Mr. Jorge cited another striking statistic: only 18% of African airlines utilise operational safety training offered by insurance companies. Free or low-cost training sits idle and 82% ignore it.

 

Airbus’s Mr. Ellers outlined low-cost efficiency measures: single-engine taxi procedures, optimised airway routings, refined descent profiles. Airbus recently opened a support centre in Johannesburg to upskill local talent and build MRO and training partnerships. Skywise, their predictive maintenance system, exists to help airlines maximise utilisation.

 

Modern aircraft and infrastructure exist in Africa but what remains is the willingness to seize it.

 

 

 

Pride That Costs More Than It Is Worth

 

Mr. Jorge strongly favours consolidation, arguing that the notion of national flag carriers must end. Small nations maintain airlines for prestige, not profitability. Fixed costs crush these ventures immediately, and no government subsidy creates genuine sustainability when fundamental economics are hostile.

 

Ethiopian Airlines serves as proof: one strong carrier can serve a region better than a dozen weak ones. Pooled resources enable better training, more efficient maintenance, stronger negotiating positions, and economies of scale. Yet countries prefer symbols to substance. Regulatory frameworks protect failing national carriers, preventing consolidation and competitive African airlines. Political priorities override economic reality until no economic reality remains.

 

Training is an investment, not a cost, Mr. Jorge emphasised. Cultural and management training matter as much as technical skills. OEMs offer programmes, but airlines treat them as optional luxuries. Massive shortages of trained pilots, mechanics, and managers loom within ten to fifteen years. Africa can prepare now or face a crisis later.
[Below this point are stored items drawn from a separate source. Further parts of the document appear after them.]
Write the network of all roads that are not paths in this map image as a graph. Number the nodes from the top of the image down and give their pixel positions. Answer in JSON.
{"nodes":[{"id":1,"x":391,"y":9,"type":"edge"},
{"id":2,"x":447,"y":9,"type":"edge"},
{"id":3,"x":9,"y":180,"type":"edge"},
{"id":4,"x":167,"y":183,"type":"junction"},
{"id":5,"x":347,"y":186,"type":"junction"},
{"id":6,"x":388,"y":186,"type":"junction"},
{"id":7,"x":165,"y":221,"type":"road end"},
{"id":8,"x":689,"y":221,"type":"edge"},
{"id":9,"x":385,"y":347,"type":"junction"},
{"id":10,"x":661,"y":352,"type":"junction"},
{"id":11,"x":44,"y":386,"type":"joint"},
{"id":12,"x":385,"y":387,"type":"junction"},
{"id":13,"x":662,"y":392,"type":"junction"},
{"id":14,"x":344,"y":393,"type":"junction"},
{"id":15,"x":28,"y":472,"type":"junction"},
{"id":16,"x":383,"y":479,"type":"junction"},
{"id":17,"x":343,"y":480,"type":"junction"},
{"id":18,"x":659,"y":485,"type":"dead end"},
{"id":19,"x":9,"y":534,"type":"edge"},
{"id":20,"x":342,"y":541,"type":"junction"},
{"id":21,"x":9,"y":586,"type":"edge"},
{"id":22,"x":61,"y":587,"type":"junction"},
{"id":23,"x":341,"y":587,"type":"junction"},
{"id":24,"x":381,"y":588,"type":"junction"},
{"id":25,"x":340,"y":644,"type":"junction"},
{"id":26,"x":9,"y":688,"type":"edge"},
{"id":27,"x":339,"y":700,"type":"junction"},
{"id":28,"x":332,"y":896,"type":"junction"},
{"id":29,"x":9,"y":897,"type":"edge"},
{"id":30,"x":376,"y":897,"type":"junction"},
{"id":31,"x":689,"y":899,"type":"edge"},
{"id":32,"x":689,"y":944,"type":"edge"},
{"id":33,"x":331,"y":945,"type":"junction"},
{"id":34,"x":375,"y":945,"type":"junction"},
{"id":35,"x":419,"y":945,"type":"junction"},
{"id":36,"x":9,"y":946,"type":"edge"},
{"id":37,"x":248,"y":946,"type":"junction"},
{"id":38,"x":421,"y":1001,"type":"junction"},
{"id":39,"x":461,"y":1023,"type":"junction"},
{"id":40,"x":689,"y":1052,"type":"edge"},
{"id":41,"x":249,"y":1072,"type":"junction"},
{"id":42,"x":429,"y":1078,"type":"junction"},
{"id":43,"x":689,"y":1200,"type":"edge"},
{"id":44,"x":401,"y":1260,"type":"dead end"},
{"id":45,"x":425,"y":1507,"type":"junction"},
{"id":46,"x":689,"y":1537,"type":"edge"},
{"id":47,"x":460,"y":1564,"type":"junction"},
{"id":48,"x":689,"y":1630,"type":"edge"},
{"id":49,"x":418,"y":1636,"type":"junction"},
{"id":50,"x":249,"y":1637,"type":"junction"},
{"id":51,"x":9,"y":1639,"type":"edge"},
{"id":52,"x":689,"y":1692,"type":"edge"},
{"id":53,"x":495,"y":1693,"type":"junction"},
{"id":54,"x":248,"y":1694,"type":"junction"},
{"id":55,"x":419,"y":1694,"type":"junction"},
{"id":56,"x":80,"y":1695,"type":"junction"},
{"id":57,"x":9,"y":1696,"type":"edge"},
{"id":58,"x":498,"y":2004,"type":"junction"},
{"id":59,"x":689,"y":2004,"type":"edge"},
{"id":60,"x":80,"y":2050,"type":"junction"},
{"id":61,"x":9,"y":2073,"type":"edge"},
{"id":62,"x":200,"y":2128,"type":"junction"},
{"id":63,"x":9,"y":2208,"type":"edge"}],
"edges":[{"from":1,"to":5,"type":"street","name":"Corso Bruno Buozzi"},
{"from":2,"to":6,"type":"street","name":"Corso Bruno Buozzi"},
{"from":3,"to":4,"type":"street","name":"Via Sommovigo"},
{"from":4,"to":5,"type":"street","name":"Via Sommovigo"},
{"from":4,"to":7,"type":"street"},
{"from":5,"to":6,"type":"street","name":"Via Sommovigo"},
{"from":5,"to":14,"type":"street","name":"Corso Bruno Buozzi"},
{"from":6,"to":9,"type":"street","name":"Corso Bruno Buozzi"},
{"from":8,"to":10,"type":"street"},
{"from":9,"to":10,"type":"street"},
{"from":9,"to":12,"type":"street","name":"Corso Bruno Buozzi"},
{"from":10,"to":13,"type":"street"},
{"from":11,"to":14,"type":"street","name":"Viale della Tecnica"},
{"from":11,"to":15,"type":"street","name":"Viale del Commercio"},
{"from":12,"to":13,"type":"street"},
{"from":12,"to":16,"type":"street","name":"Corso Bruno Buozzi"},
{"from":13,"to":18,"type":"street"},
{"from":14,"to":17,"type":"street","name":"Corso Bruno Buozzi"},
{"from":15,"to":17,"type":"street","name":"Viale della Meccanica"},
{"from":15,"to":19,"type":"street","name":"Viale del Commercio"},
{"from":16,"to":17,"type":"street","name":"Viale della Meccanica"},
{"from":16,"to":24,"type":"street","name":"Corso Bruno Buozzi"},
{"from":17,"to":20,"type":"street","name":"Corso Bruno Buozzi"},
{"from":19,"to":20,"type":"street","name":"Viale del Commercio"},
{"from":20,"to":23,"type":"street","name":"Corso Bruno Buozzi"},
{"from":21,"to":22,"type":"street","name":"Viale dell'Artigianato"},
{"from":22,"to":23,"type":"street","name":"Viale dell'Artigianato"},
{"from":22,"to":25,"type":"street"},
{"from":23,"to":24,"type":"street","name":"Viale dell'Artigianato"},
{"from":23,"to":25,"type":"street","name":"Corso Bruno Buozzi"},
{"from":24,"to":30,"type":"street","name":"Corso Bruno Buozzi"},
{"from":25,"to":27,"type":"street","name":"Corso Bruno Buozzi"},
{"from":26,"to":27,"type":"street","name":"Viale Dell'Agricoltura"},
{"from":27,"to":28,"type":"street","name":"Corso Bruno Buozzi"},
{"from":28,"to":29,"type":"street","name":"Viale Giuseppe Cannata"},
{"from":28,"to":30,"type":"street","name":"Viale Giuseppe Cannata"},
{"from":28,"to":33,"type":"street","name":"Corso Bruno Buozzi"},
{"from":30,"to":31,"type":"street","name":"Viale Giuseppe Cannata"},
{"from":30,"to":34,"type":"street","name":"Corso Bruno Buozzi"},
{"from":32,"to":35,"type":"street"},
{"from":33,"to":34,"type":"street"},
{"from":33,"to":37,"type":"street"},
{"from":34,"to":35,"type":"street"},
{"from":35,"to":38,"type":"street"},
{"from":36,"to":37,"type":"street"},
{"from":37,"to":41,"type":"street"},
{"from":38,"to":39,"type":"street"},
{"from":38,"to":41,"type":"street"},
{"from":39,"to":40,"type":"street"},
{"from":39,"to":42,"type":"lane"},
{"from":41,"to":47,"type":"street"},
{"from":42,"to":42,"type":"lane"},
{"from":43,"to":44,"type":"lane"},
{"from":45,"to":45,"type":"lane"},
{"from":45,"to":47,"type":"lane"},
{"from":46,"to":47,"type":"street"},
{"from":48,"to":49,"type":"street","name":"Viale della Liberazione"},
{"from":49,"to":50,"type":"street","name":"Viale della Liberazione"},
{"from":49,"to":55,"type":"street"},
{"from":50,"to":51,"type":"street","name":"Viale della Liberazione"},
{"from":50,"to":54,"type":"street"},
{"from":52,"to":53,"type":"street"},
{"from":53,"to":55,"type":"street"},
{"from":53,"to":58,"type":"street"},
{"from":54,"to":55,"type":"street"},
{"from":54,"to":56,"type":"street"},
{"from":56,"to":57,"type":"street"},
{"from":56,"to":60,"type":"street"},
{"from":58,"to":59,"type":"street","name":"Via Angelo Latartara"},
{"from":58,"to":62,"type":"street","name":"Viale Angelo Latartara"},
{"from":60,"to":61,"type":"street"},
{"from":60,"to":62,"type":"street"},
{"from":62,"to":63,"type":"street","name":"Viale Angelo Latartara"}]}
Airbus’s Johannesburg support centre and Embraer’s regional training facilities exist to address this gap.

 

Why do 82% of airlines ignore training that could prevent disasters, improve operations, and save money? The silence at the panel suggested a question of priorities rather than availability.

 

Grounded by Hesitation or Lifted by Action

 

Air traffic to and within Africa is projected to double in the next twenty years, requiring nearly 1,500 new passenger aircraft. Demand will rise regardless of African readiness, and trends suggest foreign carriers might serve passengers more efficiently.

 

Financing is not the missing piece. Embraer supports operators through Brazil’s development bank (BNDS), Airbus maintains regional partnerships, and ATR tailors solutions for smaller operators. Scaffolding for growth exists, but no structure stands without a foundation, a business plan needs to be grounded in reality.

 

When asked what African airlines must stop doing, the panel’s responses were unambiguous: low utilisation when aircraft should be flying, jets on routes suited for turboprops, ignored training, resisted consolidation, six-month repair waits instead of six weeks, and national pride prioritised over commercial viability.

 

Financing, training, and support exist. Manufacturers made it clear that Africa’s aviation future depends on internal decisions. Ethiopian Airlines demonstrates what becomes possible when economics take priority. Now the choice lies entirely with the airlines themselves: seize the opportunity or watch growth flow to better-run foreign competitors.